In a good pirate movie, you need flamboyant excess, so I guess it’s not surprising that the final installment in the Pirates of the Caribbean franchise is going to have every pirate in the world in a final climactic battle.

It’s going to give every pirate fan an arrrrgasm, I think.

Comments

  1. says

    Unfortunately, the trailer (which I caught at midnight when it came out) does away with the plotline I was envisioning POTC3 to take– a time-travel/pirates extravaganza!

    Look at my evidence:

    1) When we cut back to the two guards and Captain Jack in POTC1, he is saying “…and then they made me their chief.”

    2) Shortly after saving Elizabeth, he cuts off her corset– and references being in Singapore, which POTC fans knew was going to happen in POTC3.

    3) Upon meeting Will, he asks if they have met before.

    4) In POTC1, Jack calls Commander Norrington by name before hearing it spoken.

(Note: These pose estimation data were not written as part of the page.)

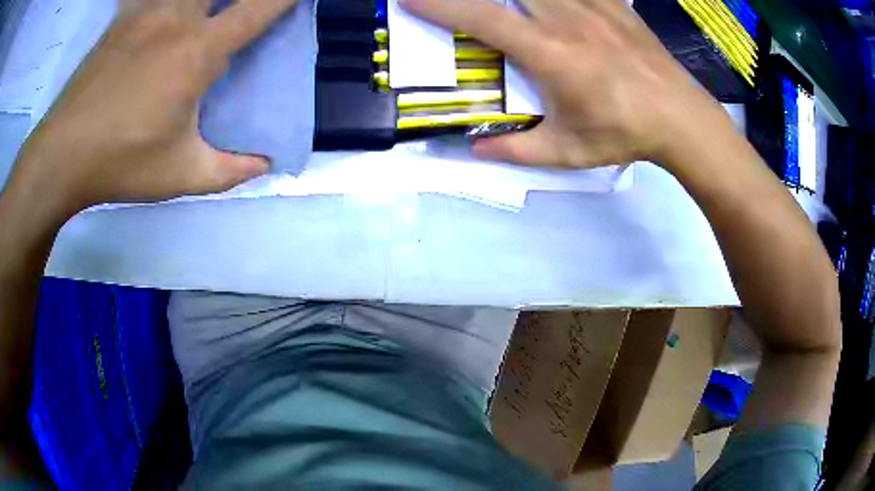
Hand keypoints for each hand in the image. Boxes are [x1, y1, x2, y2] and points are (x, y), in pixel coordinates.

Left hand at [11, 0, 296, 216]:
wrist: (61, 157)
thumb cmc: (121, 164)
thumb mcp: (182, 176)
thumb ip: (231, 170)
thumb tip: (264, 164)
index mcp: (197, 52)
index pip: (257, 8)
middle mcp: (176, 19)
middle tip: (240, 7)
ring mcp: (145, 13)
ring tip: (201, 12)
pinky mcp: (121, 20)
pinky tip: (159, 7)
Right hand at [402, 0, 732, 169]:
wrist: (680, 118)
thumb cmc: (624, 134)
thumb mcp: (567, 151)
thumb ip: (516, 149)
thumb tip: (475, 150)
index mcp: (550, 53)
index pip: (482, 18)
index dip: (440, 5)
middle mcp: (567, 18)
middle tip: (458, 0)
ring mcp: (593, 5)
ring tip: (512, 6)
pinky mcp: (614, 3)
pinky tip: (555, 4)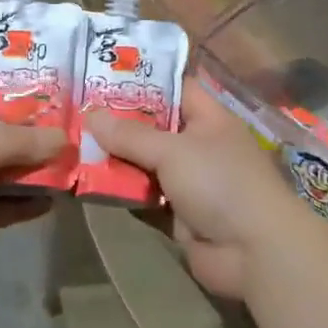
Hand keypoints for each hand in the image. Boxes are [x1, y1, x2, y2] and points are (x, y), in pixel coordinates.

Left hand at [0, 77, 65, 284]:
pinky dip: (20, 205)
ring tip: (77, 165)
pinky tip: (53, 202)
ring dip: (32, 170)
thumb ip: (16, 142)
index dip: (20, 82)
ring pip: (0, 170)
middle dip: (36, 131)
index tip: (62, 83)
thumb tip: (65, 140)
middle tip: (82, 128)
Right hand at [85, 85, 311, 300]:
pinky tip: (88, 185)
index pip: (175, 88)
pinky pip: (144, 197)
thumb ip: (130, 134)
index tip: (103, 75)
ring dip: (116, 160)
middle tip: (76, 112)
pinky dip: (122, 193)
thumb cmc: (220, 183)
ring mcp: (190, 182)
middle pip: (154, 128)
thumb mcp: (173, 150)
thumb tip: (90, 116)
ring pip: (146, 164)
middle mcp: (199, 146)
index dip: (143, 80)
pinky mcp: (179, 215)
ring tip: (73, 146)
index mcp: (209, 119)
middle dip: (118, 123)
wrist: (254, 252)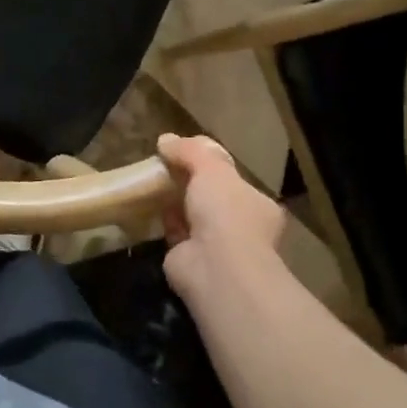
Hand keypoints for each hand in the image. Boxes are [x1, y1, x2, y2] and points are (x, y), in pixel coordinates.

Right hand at [156, 133, 286, 300]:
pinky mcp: (191, 261)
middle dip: (189, 184)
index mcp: (258, 205)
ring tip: (151, 184)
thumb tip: (166, 140)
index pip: (233, 181)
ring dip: (174, 203)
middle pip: (211, 198)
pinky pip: (175, 234)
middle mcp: (242, 228)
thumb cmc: (224, 212)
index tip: (184, 155)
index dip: (209, 166)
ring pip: (192, 217)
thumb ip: (191, 151)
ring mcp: (217, 248)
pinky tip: (148, 208)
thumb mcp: (211, 168)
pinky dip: (164, 222)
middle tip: (164, 168)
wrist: (215, 268)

    5) Jack dies at the end of POTC2, and you know full well that he HAS to be back for part 3. One of the two guards in POTC1 says that the Black Pearl had a captain so foul that “hell itself spat him back out,” which would make sense.

    6) The same thing happened to Gandalf (more or less) in LOTR.

    Now it just looks like swirling vortexes of death, giant waterfalls, sailing seas of sand, and an undead monkey. That’s all cool, but I’m missing my time-travel scenario already.

  2. Diego says

    “It’s going to give every pirate fan an arrrrgasm, I think.”

    Only if it be not such a lubberly disaster as the last one. I loved the first one but Davy Jones’good looks could not save the jury-rigged plot of the sequel.

  3. says

    I failed to be impressed by either of the previous films, but find myself interested in this one… but that was heavily influenced by seeing the Black Pearl moored across the channel from the Cabrillo Aquarium in San Pedro, CA while they were filming.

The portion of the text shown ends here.